TASK GOAL: Copy verbatim the block of lines in the entries below whose first line contains "cairo_rectangle(cr, x, y, w, h);" and whose last line contains "cairo_set_miter_limit(cr, 4);". Leave out all other lines.

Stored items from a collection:

--------------------------------

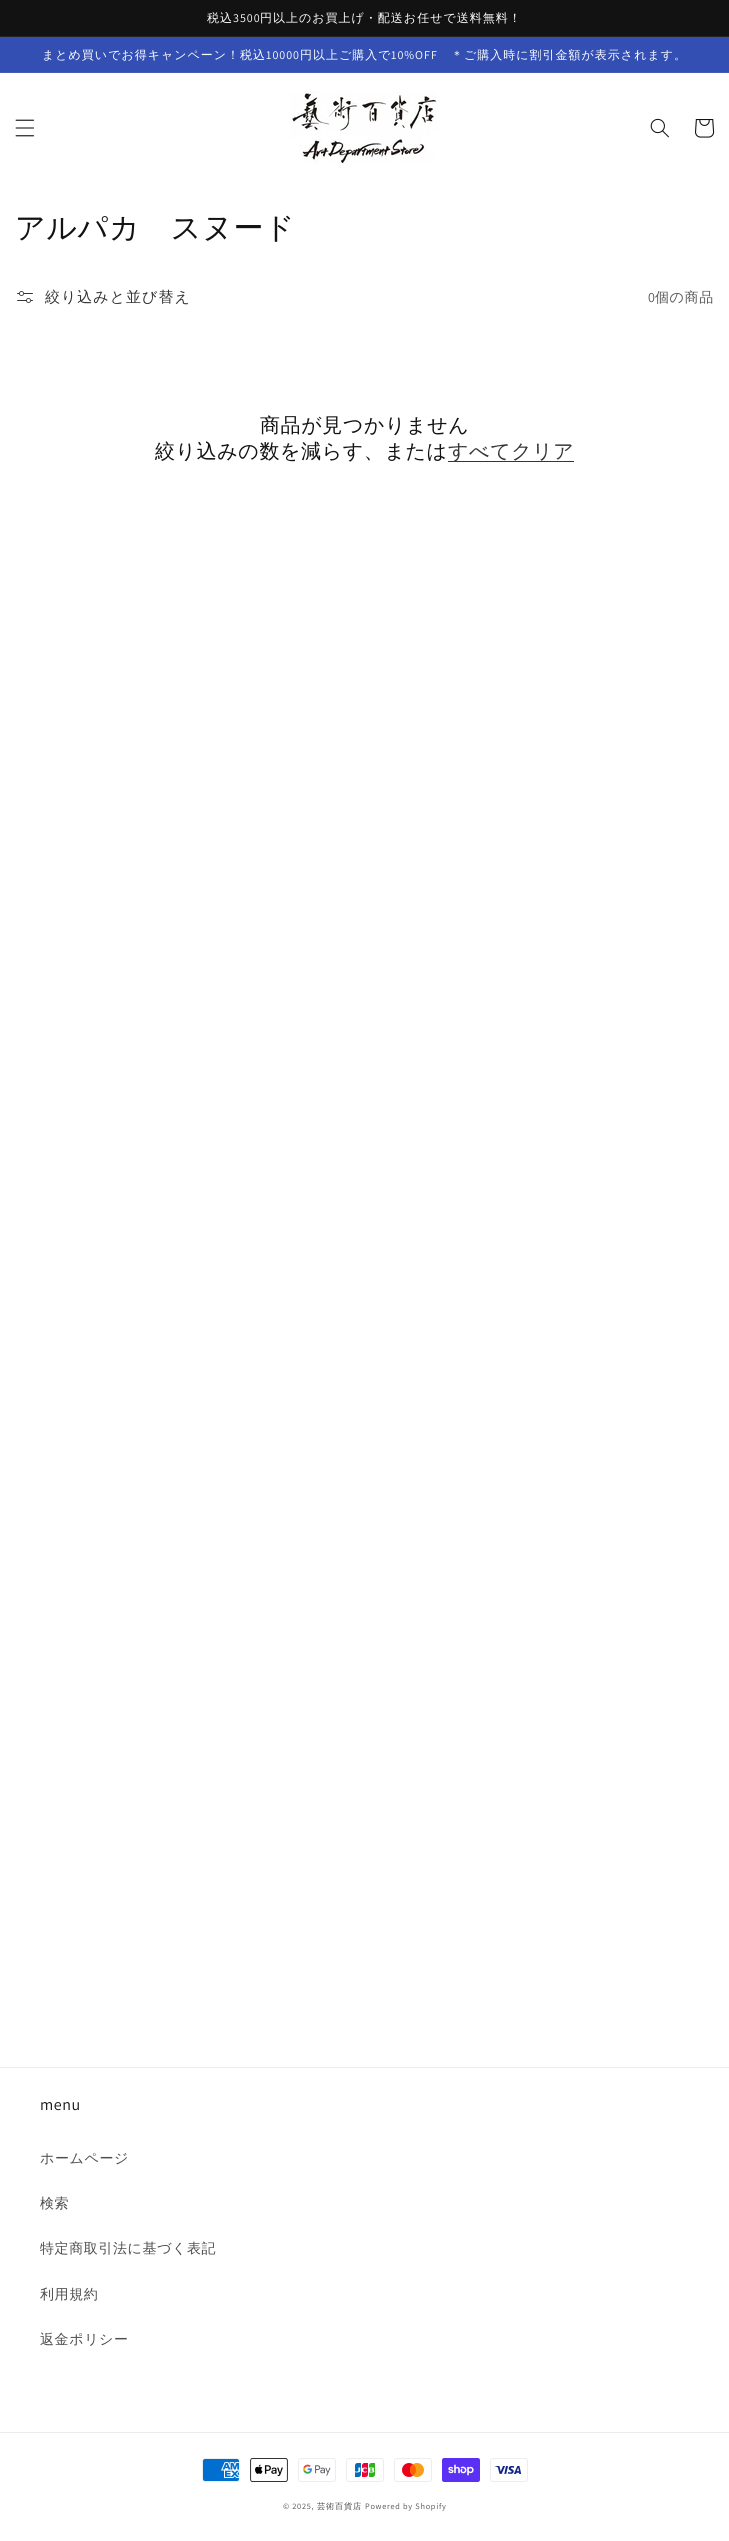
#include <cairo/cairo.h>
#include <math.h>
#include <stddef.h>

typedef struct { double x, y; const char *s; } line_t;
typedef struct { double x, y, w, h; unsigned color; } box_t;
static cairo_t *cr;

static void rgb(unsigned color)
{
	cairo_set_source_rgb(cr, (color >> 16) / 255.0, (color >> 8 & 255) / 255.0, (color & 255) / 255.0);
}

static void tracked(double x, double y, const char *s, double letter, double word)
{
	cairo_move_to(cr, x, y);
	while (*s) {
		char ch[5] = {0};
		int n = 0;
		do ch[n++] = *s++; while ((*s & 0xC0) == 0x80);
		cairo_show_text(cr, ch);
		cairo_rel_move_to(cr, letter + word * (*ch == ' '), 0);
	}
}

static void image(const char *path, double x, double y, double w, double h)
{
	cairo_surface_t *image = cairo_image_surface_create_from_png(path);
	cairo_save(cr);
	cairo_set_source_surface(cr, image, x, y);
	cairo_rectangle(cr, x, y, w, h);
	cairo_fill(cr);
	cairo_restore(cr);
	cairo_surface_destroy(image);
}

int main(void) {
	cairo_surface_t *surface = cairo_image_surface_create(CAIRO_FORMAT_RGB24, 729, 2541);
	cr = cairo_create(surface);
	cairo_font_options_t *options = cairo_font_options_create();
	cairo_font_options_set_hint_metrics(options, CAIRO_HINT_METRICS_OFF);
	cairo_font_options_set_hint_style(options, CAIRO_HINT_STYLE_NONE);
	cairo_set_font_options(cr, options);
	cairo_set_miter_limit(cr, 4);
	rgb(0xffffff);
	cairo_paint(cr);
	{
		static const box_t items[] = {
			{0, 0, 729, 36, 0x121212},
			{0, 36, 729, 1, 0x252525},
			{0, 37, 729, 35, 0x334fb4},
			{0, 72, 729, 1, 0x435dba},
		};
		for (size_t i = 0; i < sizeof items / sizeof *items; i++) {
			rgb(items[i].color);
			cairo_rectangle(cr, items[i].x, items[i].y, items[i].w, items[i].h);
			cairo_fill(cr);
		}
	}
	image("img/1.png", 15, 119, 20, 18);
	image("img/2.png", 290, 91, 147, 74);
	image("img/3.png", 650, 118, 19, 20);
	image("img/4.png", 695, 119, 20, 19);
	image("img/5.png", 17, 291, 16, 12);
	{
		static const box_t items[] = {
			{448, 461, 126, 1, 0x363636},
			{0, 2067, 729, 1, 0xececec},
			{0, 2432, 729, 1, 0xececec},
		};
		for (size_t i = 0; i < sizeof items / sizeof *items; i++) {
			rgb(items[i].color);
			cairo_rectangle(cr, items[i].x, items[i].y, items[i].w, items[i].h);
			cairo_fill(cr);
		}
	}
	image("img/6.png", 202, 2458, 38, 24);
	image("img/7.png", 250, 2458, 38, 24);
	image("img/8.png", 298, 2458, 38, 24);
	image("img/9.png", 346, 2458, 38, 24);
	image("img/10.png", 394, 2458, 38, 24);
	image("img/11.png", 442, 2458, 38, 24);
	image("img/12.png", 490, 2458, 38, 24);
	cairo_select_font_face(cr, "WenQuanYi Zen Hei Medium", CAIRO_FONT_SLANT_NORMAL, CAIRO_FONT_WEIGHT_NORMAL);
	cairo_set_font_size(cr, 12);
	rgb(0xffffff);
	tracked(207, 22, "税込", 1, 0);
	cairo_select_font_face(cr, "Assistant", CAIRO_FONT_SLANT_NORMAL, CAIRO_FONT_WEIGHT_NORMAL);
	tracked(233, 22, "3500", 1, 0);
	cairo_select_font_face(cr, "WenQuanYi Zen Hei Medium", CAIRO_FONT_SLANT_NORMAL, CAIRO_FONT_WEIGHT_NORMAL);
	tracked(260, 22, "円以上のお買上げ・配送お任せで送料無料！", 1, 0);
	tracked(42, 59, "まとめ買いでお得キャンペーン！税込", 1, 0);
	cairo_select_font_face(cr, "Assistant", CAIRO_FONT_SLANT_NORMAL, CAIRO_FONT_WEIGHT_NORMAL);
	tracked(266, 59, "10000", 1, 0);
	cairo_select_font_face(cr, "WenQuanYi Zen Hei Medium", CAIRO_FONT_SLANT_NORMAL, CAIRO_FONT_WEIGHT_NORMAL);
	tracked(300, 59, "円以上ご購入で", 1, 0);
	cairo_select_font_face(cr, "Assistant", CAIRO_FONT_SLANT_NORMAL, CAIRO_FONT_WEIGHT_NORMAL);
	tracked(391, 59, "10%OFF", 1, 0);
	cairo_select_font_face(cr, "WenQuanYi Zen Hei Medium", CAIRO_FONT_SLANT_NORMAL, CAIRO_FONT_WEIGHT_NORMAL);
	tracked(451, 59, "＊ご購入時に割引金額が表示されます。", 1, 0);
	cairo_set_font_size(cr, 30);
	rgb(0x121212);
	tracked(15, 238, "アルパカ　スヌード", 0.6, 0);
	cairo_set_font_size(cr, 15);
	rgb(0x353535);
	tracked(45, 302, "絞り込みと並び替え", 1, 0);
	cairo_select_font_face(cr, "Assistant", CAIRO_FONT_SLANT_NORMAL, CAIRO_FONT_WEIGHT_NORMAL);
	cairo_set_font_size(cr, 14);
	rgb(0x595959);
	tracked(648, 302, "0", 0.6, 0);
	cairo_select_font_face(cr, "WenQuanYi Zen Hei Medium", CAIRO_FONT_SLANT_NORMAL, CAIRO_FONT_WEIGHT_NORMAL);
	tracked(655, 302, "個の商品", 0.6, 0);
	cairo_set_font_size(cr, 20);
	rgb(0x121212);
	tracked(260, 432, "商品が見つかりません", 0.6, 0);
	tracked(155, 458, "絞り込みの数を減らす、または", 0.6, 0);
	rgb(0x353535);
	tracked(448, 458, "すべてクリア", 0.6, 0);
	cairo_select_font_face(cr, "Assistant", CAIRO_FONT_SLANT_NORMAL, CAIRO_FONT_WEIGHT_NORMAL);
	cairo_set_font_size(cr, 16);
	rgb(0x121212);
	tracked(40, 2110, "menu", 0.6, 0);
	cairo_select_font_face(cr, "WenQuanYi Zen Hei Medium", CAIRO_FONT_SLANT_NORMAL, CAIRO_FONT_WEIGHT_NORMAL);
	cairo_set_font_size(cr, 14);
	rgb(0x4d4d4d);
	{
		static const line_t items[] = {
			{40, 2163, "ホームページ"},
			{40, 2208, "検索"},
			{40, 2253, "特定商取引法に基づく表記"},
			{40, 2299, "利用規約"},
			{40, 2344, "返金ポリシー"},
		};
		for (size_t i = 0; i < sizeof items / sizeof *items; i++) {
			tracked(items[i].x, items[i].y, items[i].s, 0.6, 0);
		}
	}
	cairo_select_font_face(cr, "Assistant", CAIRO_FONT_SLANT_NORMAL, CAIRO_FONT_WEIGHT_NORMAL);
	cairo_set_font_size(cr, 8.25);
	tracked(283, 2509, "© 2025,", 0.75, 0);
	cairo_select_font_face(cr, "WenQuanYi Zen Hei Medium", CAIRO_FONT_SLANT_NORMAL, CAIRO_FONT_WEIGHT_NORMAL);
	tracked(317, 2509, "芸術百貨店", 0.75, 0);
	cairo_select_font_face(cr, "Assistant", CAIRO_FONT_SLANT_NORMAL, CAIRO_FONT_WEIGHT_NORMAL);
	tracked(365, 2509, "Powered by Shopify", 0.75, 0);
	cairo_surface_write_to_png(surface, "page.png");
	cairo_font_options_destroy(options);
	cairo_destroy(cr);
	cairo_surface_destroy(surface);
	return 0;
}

--------------------------------

ANSWER SPACE:
	cairo_rectangle(cr, x, y, w, h);
	cairo_fill(cr);
	cairo_restore(cr);
	cairo_surface_destroy(image);
}

int main(void) {
	cairo_surface_t *surface = cairo_image_surface_create(CAIRO_FORMAT_RGB24, 729, 2541);
	cr = cairo_create(surface);
	cairo_font_options_t *options = cairo_font_options_create();
	cairo_font_options_set_hint_metrics(options, CAIRO_HINT_METRICS_OFF);
	cairo_font_options_set_hint_style(options, CAIRO_HINT_STYLE_NONE);
	cairo_set_font_options(cr, options);
	cairo_set_miter_limit(cr, 4);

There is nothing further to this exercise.